Airdrie has an incredible reputation in Canada as a great place to start a business. Over the last two years we have seen new investment in the form of 42 new commercial or industrial businesses opening right here in our community.

Almost every week we are privileged to have a new business open up to service Airdrie. These businesses cross-represent many different sectors and types. There is an incredible optimism and entrepreneurial spirit in our community. Airdrie has a strong market and a great surrounding trade area that makes it exciting to open a business here.

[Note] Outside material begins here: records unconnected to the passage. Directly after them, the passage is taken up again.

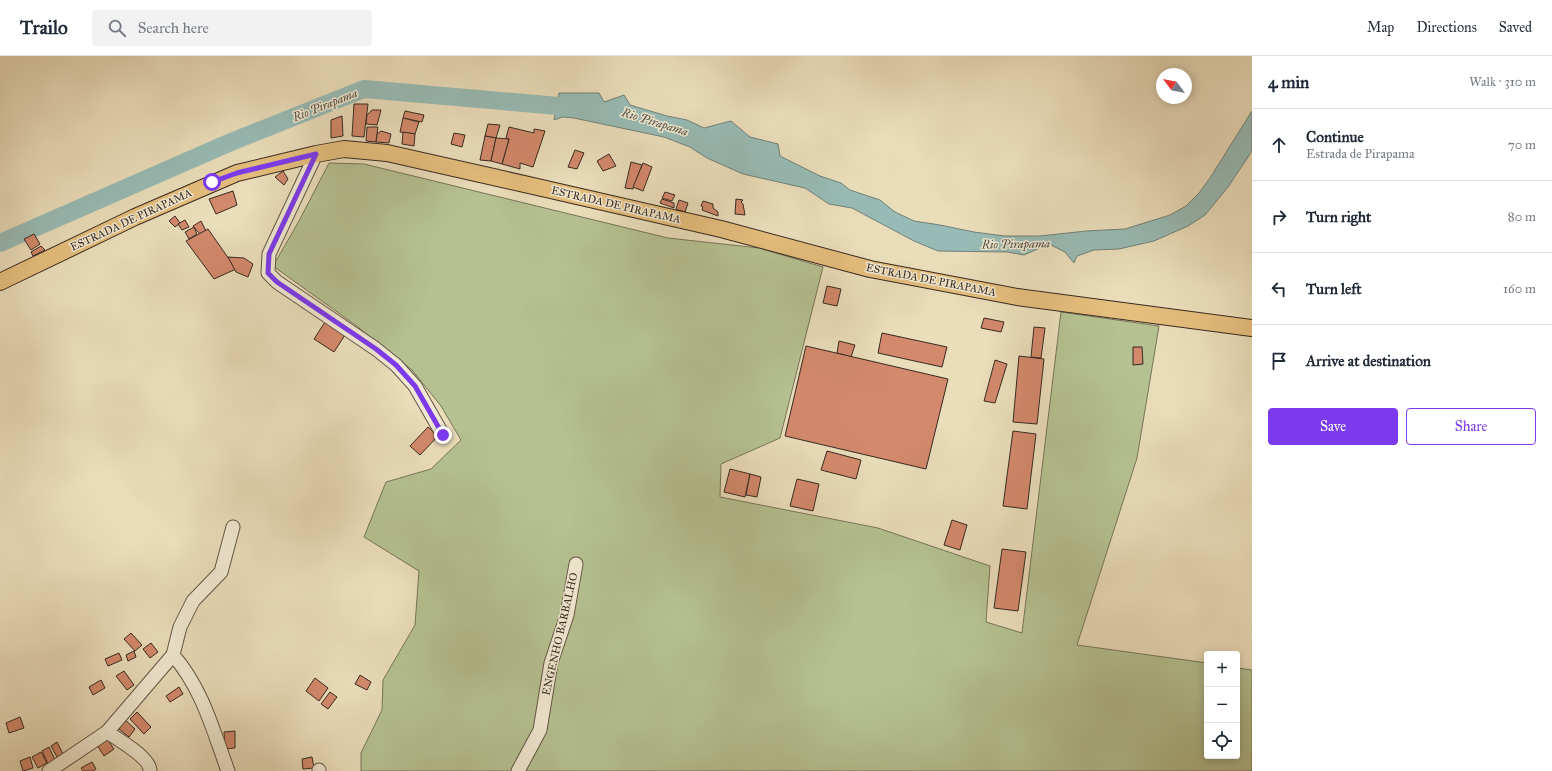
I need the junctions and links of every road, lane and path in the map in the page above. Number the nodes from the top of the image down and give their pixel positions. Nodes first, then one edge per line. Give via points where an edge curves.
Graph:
1 (316, 154) junction
2 (0, 282) edge
3 (1252, 328) edge
4 (443, 435) dead end
5 (233, 527) dead end
6 (576, 564) dead end
7 (173, 654) junction
8 (107, 732) junction
9 (50, 771) edge
10 (150, 771) edge
11 (228, 771) edge
12 (518, 771) edge

1 - 2 main road, ESTRADA DE PIRAPAMA via 237,173 212,182
1 - 3 main road, ESTRADA DE PIRAPAMA via 344,149 387,153 721,229 870,269 1018,296
1 - 4 street via 269,254 268,273 277,282 396,365 415,386
5 - 7 street via 221,572 193,601 180,627
6 - 12 street, ENGENHO BARBALHO via 567,615 551,663 540,730
7 - 8 street
7 - 11 street via 189,674 204,702
8 - 9 street
8 - 10 street via 145,759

As we’ve seen over the past number of years the world is changing and we must change with it. Some of our old ways of thinking will not be sustainable as we move forward. Home-based business can now be million-dollar companies that are using technology to market to the world. We are seeing retail stores and even banks become smaller so they can use the internet as a complement to their storefront operations versus choosing one over the other.

I always admire people who have a dream of owning their own business and my team and I are fortunate to see some very innovative companies start up in Airdrie. These businesses are the soul of our community. As residents, we need to understand and appreciate the risk these entrepreneurs are taking to provide us with the products and services we want and need.

So, as we start to see more optimism in the provincial economy, I think it’s important to take the time to look around Airdrie and appreciate the diversity of our business community, and remember to support it in good times and challenging times. Stop in somewhere new, see what they have to offer and get to know the owner. At the end of the day, it’s about neighbours helping neighbours.

Kent Rupert is a Team Leader with ‎Airdrie Economic Development.